Magnesium and potassium, the reasons they are fundamental for muscle metabolism

Individuals practicing sports must pay particular attention to their nutrition, as the food we consume can significantly support muscle metabolism. This holds especially true for individuals engaged in rigorous physical activity and endurance sports.
Among all the elements, the two that may be tied to muscular activity the most are the minerals magnesium and potassium. Neither of the two ought to ever be lacking in sufficient quantities from an athlete’s diet.

The role of minerals in the muscle

Magnesium is involved in hundreds of enzymatic processes, and is pivotal in energy mechanisms and neuromuscular transmission. It therefore contributes to the preservation of normal muscle function, but also to cardiac activity regulation.
Similarly, potassium is crucial for muscle and nerve function. On one hand, it allows for the prevention of muscle fatigue while exercising, while on the other, it, alongside magnesium, is essential in supporting mental functioning.

In which sports are they fundamental?

When engaging in endurance sports, i.e. sports in which performance is sustained over a prolonged period, such as cycling, swimming, running, cross-country skiing, triathlons, as well as tennis or padel — the need for magnesium and potassium increases.
In these cases, supplements may be used to increase one’s normal intake of these minerals from their diet.
There are many supplements on the market. The most effective and proven allies for replenishing energy are the combination of magnesium and potassium with other micronutrients, including creatine, carnitine, vitamins, minerals, and arginine.

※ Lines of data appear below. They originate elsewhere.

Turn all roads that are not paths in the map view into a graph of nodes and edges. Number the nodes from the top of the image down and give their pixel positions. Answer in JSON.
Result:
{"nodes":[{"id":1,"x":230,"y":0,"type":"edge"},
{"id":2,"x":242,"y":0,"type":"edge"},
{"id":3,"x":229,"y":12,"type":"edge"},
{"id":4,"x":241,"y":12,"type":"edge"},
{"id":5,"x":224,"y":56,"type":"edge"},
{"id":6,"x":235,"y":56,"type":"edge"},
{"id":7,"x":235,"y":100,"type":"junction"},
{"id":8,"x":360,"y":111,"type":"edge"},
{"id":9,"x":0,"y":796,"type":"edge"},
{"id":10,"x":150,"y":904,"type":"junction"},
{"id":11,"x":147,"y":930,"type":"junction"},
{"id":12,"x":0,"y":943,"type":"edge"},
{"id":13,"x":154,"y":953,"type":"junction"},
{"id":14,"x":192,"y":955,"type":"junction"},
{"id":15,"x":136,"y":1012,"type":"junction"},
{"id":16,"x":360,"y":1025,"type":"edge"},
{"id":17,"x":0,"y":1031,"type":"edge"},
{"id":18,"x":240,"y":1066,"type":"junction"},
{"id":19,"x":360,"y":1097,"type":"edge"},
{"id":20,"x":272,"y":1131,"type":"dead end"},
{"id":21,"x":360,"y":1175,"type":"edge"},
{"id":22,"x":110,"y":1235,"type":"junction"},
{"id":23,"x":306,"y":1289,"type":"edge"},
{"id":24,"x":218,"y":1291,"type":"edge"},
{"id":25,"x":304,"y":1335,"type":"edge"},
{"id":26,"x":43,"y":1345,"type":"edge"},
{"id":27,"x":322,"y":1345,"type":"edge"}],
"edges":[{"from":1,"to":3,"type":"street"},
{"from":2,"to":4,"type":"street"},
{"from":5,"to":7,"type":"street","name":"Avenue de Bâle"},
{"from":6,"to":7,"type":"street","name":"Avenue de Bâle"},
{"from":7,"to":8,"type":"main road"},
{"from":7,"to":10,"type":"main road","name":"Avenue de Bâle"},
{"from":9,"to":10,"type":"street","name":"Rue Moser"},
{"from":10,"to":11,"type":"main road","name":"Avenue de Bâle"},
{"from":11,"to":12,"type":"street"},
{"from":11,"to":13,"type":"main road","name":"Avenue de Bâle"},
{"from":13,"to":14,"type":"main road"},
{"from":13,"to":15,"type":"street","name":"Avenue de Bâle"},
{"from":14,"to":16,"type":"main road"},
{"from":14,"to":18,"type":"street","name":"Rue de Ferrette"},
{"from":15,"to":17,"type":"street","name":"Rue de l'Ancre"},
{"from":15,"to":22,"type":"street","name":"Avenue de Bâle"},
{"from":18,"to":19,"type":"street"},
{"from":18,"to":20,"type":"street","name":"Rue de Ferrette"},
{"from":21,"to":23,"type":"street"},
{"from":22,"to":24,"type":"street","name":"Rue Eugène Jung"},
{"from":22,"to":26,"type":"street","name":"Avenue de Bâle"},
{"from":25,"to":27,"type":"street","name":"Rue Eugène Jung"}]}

Arginine and muscle recovery

The latter in particular, an amino acid, is necessary for the production of proteins, such as collagen, and other essential biological components, such as insulin and hemoglobin. Furthermore, arginine also plays a role in muscle metabolism, particularly in athletes.
It is indeed essential for glycogen synthesis, and contributes to the detoxification of nitrogen waste originating in protein metabolism, and plays a role in nitric oxide synthesis, with a vasodilating effect. It has significant immunomodulatory and antioxidant effects, which makes it very useful for endurance sports specifically, but also for more intense training sessions and lengthy sports competitions in general.
It is beneficial in sports because, among other things, it delays lactic acid production during the recovery phase, which results in improved competitive performance. As a matter of fact, it is important to keep in mind that the muscle recovery process constitutes a crucial phase in an athlete’s training, during which it is important to rehydrate the body, to supply it with the necessary protein, but to also “recharge” it by replenishing the minerals that are best suited for aiding muscle function. Additionally, arginine can also elevate blood flow to the exercising muscles.

Post-injury recovery

That’s not all, however! Magnesium, potassium, as well as arginine, are crucial for injury recovery and muscular trauma. Think of muscle contractions, which are common in endurance sports such as cycling and running but also in others like soccer, tennis or padel.
As they are a response mechanism to very intense muscular effort, the contraction may be a result of excessive strain, the muscle being in a fatigued state, or due to insufficient training or warm-up. In this case, as with a simple muscle cramp, it is necessary to massage the area affected by applying firm pressure, which raises muscle temperature, while also supplementing with magnesium, potassium, arginine, carnitine, and vitamin C at the same time.

The role of Vitamin C

While the latter is generally given little consideration by athletes, it is, in fact, important to support intense physical activity. Indeed, ascorbic acid — the scientific name of this precious vitamin present predominantly in citrus fruits and many vegetables — plays a powerful antioxidant role and stimulates immune function. Therefore, supplementing with Vitamin C is helpful in reducing cortisol response when exercising, but also in the case of injury/accidents, and to support many functions necessary for the health of the muscles and skeletal system.
In general, it should be noted that all these nutrients are beneficial in the case of traumatic injury but also for preventative purposes: an adequate diet alongside proper hydration and electrolyte intake allow for a reduction in muscle tears and/or cramps.